(Data extracted from a collection)
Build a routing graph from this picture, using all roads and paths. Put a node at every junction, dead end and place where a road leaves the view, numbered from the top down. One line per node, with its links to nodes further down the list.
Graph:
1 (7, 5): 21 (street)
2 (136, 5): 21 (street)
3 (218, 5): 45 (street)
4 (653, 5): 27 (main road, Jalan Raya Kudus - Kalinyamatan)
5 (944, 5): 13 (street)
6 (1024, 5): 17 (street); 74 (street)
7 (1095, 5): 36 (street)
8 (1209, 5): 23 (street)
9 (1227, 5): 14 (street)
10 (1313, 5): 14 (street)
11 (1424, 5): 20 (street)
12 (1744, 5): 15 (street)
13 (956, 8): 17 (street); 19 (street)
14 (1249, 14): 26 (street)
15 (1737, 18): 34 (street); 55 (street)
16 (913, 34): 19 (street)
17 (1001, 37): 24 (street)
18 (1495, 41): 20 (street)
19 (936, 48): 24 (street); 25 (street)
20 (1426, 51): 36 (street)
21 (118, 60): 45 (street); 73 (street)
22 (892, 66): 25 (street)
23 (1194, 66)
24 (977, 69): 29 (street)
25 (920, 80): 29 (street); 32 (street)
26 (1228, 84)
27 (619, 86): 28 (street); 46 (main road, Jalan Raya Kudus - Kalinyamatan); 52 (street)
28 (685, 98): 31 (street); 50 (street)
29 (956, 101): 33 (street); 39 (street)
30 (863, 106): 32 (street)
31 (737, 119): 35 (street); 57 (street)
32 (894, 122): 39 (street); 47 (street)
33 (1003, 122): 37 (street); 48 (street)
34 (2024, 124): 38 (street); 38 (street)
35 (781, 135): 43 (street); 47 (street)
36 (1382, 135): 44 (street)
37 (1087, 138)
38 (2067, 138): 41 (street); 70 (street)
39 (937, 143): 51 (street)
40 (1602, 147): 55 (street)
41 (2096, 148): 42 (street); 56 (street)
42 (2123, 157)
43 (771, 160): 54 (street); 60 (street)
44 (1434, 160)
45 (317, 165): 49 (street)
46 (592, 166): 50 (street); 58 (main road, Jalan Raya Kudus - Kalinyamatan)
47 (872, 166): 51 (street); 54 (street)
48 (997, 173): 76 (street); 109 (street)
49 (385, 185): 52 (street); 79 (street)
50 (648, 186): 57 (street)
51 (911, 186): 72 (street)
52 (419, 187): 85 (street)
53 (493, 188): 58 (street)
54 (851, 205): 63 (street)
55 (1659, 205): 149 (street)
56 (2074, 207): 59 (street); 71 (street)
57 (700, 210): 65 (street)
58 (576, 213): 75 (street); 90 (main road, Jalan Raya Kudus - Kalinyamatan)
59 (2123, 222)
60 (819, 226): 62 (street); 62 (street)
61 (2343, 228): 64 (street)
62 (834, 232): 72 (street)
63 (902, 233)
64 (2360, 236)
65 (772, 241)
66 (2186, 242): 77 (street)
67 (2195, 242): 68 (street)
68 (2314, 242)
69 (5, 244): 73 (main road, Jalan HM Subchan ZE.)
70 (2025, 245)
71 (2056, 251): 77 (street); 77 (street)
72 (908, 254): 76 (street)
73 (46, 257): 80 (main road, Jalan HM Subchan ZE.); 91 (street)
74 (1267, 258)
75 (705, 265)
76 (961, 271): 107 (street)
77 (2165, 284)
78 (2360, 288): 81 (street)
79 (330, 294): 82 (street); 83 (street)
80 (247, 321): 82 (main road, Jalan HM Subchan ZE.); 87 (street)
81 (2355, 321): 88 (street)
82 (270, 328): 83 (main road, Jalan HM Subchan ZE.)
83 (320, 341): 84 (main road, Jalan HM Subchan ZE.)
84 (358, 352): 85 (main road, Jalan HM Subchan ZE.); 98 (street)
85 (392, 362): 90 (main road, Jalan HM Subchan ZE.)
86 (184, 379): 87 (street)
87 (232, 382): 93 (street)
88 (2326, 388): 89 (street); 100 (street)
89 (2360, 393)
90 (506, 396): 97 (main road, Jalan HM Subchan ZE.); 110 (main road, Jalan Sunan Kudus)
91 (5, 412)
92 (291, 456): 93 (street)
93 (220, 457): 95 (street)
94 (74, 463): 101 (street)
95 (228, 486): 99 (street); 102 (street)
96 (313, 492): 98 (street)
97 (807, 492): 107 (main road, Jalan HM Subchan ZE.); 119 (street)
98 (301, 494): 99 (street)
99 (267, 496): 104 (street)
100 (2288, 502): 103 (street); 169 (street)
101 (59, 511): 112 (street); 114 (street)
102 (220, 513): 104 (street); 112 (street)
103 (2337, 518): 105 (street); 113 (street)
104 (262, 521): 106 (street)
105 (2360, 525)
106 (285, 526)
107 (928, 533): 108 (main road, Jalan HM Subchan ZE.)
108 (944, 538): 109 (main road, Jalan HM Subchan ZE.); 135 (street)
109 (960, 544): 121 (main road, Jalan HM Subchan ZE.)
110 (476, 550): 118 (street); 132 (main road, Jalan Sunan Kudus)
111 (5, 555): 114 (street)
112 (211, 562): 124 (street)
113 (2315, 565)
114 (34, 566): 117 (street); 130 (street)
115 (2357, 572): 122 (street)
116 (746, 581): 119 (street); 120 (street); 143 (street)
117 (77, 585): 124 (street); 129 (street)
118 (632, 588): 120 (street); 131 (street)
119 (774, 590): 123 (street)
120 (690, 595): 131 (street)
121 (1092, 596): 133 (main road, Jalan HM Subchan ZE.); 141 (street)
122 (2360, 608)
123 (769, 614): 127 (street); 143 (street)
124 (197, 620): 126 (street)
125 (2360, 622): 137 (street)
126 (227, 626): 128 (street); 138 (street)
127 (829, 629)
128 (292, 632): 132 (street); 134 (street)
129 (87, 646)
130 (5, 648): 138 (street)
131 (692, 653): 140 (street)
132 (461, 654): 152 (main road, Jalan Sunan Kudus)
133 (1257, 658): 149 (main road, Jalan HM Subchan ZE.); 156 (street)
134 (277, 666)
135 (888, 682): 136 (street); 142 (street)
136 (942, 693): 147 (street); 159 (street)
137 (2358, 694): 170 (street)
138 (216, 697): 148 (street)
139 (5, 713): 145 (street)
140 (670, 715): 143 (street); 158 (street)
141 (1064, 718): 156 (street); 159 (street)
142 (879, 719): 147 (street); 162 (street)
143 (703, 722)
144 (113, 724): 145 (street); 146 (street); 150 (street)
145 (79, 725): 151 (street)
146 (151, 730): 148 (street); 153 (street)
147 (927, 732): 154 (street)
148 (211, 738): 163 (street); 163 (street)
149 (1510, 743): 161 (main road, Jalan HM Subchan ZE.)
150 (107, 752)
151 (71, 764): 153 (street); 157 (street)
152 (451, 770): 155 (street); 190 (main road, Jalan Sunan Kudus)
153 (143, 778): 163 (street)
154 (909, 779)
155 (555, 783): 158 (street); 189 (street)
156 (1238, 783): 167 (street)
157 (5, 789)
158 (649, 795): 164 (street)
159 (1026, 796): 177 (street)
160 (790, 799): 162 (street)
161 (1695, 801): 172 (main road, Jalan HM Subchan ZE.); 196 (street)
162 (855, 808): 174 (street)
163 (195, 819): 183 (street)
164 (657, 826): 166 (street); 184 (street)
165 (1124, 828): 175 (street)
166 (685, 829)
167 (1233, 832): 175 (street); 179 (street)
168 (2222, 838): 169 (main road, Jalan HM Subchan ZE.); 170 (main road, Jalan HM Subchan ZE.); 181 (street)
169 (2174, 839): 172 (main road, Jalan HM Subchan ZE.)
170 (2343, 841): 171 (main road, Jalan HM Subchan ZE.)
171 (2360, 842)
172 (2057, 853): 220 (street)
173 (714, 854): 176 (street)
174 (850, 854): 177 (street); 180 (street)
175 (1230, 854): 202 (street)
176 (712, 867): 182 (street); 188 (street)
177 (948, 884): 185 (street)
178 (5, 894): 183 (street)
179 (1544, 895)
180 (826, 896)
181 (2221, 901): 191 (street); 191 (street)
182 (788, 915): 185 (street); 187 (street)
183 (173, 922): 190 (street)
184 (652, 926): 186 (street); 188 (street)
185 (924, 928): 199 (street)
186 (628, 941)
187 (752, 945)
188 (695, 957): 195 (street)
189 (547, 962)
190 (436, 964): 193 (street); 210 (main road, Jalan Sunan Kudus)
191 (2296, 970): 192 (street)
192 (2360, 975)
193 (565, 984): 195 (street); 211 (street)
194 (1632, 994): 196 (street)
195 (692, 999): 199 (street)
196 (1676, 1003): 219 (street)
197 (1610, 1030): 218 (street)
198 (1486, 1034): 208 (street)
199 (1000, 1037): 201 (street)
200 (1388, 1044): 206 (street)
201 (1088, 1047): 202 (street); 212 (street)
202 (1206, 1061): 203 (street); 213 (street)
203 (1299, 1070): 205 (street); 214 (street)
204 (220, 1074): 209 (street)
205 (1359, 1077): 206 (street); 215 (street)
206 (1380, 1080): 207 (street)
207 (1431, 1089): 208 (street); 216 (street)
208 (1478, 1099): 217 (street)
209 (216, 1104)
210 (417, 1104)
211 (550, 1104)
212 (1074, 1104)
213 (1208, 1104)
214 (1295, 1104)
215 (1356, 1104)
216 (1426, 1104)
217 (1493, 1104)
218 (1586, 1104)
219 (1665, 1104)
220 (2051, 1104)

- **WHAT YOU SHOULD DO**: Copy each line above where the string "Raya" occurs.

- **ANSWER FOR THIS EXERCISE**:
4 (653, 5): 27 (main road, Jalan Raya Kudus - Kalinyamatan)
27 (619, 86): 28 (street); 46 (main road, Jalan Raya Kudus - Kalinyamatan); 52 (street)
46 (592, 166): 50 (street); 58 (main road, Jalan Raya Kudus - Kalinyamatan)
58 (576, 213): 75 (street); 90 (main road, Jalan Raya Kudus - Kalinyamatan)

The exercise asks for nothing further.